Kelly Loeffler speaks in McDonough, Georgia, on Sunday. Photo: Alex Wong / Getty Images

“Kelly Loeffler repeatedly posed for pictures and was seen campaigning alongside radical white supremacists. And I believe they are attracted to your campaign, because your campaign consisted almost entirely of racist attacks on the Black Lives Matter movement and the Black Church.

“… And it is happening at the same time that Kelly Loeffler and David Perdue and the Republicans of Georgia are mounting a violent attack on voting rights in Georgia, process after process to deprive black voters, purge the lists, remove the ballot boxes.

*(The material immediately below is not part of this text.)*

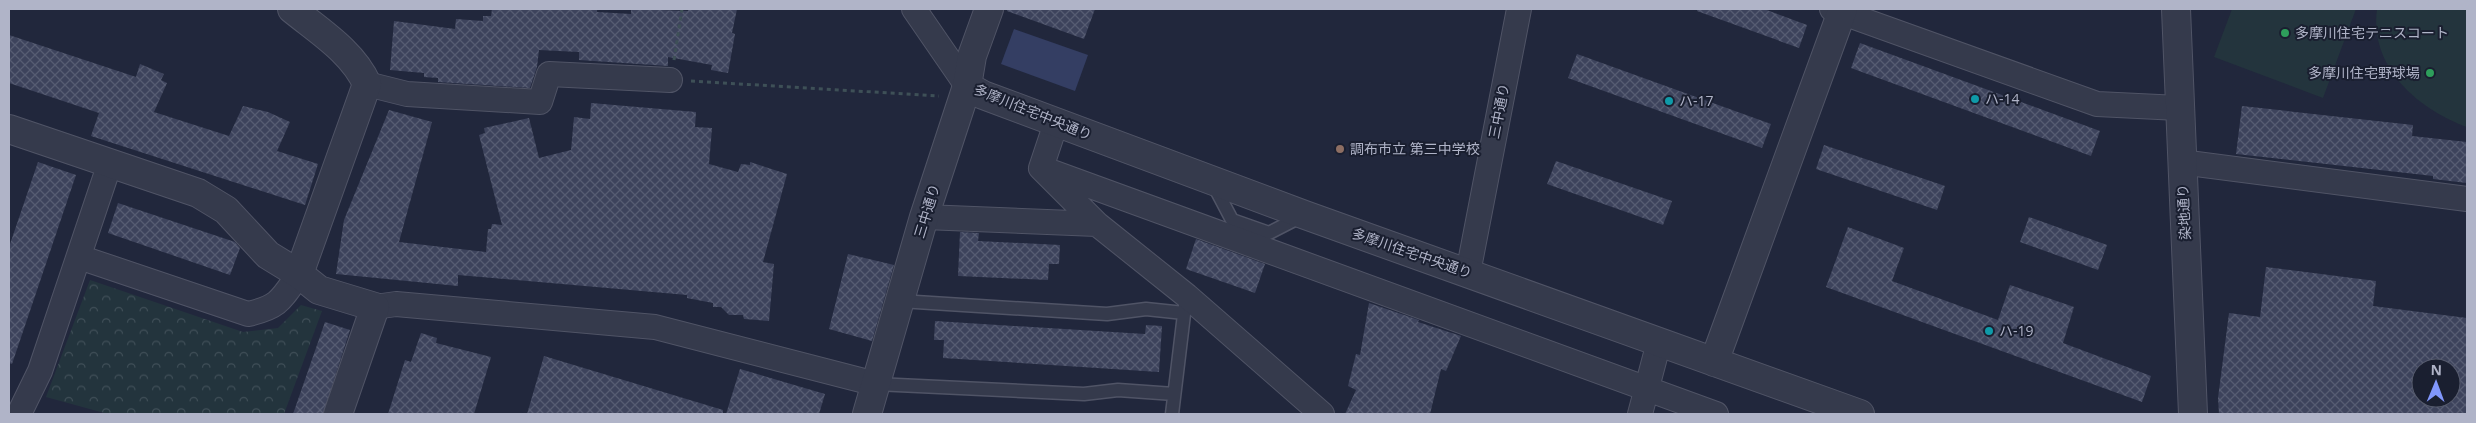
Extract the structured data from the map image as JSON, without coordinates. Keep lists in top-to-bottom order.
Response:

“And I believe that one of the reasons why we are seeing such a huge turnout … is that Georgians are challenging efforts to pluck up their voting rights and standing up and saying, ‘Let’s make our voices heard’. “

The events in Washington also affected Georgia’s races. Loeffler and Perdue supported Trump’s demands for Congress to raise $ 600 for Covid to $ 2,000, which McConnell blocked.

Ossoff took the opportunity to point out Perdue’s “hypocrisy” for opposing last year’s first $ 1,200 relief payment and “obstructing” efforts to provide more direct relief for more than eight months.

The candidate who wins a ticket to Washington will join a new Congress that is already home to a politician from the ends of Georgia’s politics. Among the newcomers to the House who took office on Sunday was Marjorie Taylor Greene, who supported the Q-Anon conspiracy theory and was among a group of Republicans who recently visited Trump at the White House to discuss the attempt to undo the election.